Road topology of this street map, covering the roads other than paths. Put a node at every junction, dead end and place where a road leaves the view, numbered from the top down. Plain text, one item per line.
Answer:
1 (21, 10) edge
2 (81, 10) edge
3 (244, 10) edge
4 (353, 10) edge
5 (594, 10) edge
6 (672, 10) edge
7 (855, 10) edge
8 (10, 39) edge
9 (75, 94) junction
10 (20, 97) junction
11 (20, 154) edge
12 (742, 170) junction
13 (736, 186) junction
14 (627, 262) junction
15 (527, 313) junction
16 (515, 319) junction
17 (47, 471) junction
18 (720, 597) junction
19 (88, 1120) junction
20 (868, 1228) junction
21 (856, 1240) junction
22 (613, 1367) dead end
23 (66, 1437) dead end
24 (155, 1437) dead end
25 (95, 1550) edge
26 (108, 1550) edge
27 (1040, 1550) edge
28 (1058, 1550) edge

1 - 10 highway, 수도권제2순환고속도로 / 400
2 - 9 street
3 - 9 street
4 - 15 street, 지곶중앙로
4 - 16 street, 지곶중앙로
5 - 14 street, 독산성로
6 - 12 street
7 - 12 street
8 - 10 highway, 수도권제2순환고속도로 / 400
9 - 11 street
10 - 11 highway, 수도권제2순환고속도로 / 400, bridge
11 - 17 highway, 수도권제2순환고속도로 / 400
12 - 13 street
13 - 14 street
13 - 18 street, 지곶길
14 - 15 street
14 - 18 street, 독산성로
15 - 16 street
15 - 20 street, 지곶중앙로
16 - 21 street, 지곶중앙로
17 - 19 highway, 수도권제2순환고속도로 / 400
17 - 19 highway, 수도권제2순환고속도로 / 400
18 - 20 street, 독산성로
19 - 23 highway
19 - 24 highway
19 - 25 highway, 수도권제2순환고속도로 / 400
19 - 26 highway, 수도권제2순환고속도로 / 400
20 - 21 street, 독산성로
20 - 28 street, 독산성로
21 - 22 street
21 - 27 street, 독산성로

——————————

▶ **PROMPT**: Return each line from the records that includes the word "독산성로".

▶ **ANSWER**:
5 - 14 street, 독산성로
14 - 18 street, 독산성로
18 - 20 street, 독산성로
20 - 21 street, 독산성로
20 - 28 street, 독산성로
21 - 27 street, 독산성로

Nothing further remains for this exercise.